Would modifying environmental factors alone help with weight loss?
The simple and short answer for this is “probably, but not sure”. Body weight is the product of genetic effects (DNA), epigenetic effects (heritable traits that do not involve changes in DNA), and the environment.
The majority of the obese population who are trying to lose weight will agree to this. One may lose some weight by diet modification, exercise, or adding some healthy life style changes, but over a period of time they regain their lost weight or sometimes even more. It does not mean that they did not follow healthy rules, it just means their body found a way to slow their metabolism (save energy). This is the built-in mechanism in human beings developed over generations to adapt the body for periods of starvation.
A study done by university of Exeter medical school in the UK evaluated a bio bank of 120,000 people and found that many weight-producing aspects of the environment, lifestyle and behavior interact with a person’s genes to influence his or her waistline – and that the strongest influence is from poverty. Poverty and weight gain is related to dietary pattern, activity level, and most importantly, genes. The conclusion of the article was that policies to fight obesity can’t be done just by focusing on environmental /dietary or activity level in those who are genetically susceptible.

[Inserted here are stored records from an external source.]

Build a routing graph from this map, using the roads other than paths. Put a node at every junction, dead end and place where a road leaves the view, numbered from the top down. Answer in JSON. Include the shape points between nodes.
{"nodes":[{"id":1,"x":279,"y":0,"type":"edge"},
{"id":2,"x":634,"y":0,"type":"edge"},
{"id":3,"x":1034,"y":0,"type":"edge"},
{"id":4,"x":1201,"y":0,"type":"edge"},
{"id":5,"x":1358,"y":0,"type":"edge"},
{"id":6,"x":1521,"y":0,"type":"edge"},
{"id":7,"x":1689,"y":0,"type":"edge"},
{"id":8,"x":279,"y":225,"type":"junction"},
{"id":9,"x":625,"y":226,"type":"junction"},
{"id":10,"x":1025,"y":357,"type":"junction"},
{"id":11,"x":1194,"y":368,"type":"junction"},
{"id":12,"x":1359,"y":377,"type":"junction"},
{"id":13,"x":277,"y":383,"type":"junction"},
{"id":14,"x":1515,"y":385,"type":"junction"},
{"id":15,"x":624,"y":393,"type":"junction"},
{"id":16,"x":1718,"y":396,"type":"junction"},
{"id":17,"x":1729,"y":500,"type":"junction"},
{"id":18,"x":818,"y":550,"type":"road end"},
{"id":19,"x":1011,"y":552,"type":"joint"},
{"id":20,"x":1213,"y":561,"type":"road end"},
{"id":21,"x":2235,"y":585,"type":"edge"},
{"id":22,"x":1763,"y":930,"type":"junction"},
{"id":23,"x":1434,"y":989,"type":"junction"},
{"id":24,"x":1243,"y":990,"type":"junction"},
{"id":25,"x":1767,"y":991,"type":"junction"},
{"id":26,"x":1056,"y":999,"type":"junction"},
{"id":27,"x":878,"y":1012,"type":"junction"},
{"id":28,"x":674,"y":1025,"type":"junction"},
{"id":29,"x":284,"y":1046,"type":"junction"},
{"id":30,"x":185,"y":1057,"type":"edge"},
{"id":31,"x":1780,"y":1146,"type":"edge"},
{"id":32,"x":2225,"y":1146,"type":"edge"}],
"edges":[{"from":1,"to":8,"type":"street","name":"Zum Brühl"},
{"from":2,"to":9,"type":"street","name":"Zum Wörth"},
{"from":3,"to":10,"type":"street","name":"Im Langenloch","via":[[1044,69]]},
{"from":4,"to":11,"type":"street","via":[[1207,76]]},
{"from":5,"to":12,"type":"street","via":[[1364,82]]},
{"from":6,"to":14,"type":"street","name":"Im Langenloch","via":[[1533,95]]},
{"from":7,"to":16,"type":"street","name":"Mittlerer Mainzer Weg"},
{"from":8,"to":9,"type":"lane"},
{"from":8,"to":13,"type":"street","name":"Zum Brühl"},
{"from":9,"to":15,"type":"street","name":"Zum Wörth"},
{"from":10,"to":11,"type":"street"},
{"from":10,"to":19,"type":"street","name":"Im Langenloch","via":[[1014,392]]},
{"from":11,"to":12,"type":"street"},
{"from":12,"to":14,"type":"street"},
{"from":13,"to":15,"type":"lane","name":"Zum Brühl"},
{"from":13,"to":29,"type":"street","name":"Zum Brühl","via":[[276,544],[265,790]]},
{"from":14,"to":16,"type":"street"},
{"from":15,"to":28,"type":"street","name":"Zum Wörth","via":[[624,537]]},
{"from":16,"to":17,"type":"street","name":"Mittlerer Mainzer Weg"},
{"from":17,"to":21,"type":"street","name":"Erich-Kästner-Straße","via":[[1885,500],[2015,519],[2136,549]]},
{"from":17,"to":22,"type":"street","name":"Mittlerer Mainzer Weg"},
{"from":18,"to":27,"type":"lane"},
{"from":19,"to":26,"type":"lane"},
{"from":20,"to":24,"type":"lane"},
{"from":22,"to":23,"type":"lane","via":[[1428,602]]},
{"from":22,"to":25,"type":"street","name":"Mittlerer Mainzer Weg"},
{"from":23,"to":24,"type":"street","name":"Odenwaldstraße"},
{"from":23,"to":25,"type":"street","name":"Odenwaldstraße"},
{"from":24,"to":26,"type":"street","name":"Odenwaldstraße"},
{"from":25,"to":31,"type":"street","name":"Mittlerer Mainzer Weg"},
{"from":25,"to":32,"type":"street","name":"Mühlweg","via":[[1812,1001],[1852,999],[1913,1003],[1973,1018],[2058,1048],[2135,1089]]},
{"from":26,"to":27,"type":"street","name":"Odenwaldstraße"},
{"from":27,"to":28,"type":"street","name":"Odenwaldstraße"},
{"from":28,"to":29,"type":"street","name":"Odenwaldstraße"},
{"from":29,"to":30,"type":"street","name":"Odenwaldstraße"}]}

A similar study was done by University of San Francisco that was published in JAMA 2016 which looked into 29 obese genetic variants of around 7,000 Caucasian and 1,300 African American people born between 1900 and 1958 and their influence on weight gain. The number of genetic variants each person had did not increase in the population over time, while their effects on people did, pointing to environmental influences. The analysis found that average BMI (body mass index) increased over time for everyone in the study, even those with quite low genetic risk for obesity. But people with high genetic risk were affected the most. The study points out that genes that had little or no influence in the past now play a significant role in gaining weight with the changing environment. One possible hypothesis of these obesity genes is that they may increase hunger and make people to look for a high calorie diet, which is readily available in well-developed countries. The situation is made worse when the population overall is less active. This hypothesis was tested by Uppasala university where they collected blood samples of the people with obesity gene variant after overnight fasting and compared to normal population. People with the obesity variant gene had 8% higher levels of ghrelin (hunger hormone) and 9 % lower levels of Leptin (satiety hormone) compared to the normal population, which helped them gain weight easily.
Leptin, a naturally occurring hormone, is known for its hunger-blocking effect on the hypothalamus, a region in the brain. Food intake is influenced by signals that travel from the body to the brain. Leptin is one of the molecules that signal the brain to modulate food intake. It is produced in fat cells and informs the brain of the metabolic state. If animals are missing leptin, or the leptin receptor, they eat too much and become severely obese.
People have looked to the concept of starvation to lose weight, which is one of the environmental factors. Multiple studies have looked into this and found out that it’s not quite helpful in the long run. In the Minnesota starvation study, the subjects lost 66% of their initial fat mass in response to 24 weeks of semi-starvation (i.e., at 50% reduced energy intake), but re-feeding (normal calories) resulted in a regain of fat mass reaching 145% of the pre-starvation values (i.e., there was an overshooting of fat mass, known as the catch-up fat phenomenon). Further simulation of the Minnesota starvation experimental data suggested that after re-feeding, it may take more than a year for the fat mass to decrease to within 5% of the initial value. These data reflect a transient loss in appetite control (and thus body weight regulation) during the first months of re- and overfeeding. Returning to a pre-starvation (and presumably healthy) lifestyle may take longer time periods as the body reconstitutes or resets its body weight regulatory system. This finding may lead to the more general hypothesis that the biology of body weight regulation is camouflaged by hyperphagia (and presumably a Western lifestyle).
The other observation from prior studies was that diet-induced weight loss in overweight subjects does not affect adipose tissue distribution, implying that the different depots (e.g., visceral and subcutaneous) are reduced with weight loss. However, there are preferential losses of visceral adipose tissue and ectopic fat in the liver and these are disproportionately depleted with weight loss.
The biological control (genes) of weight gain is lost or camouflaged by Western diets, suggesting that the failure of biological control is due mainly to external factors. Biological control, i.e. genes, have a significant role to play in weight gain or control but are overtly suppressed by the current environmental situation. All the multiple studies looking at the genetic aspect of weight gain have one thing in common: These genes existed hundreds of years ago, but what has changed to trigger weight gain is the biggest mystery, and this will be the answer to control the obesity epidemic. Lucky were the older generations who carried these genes but did not have exposure to the many calorie-dense, processed foods available today.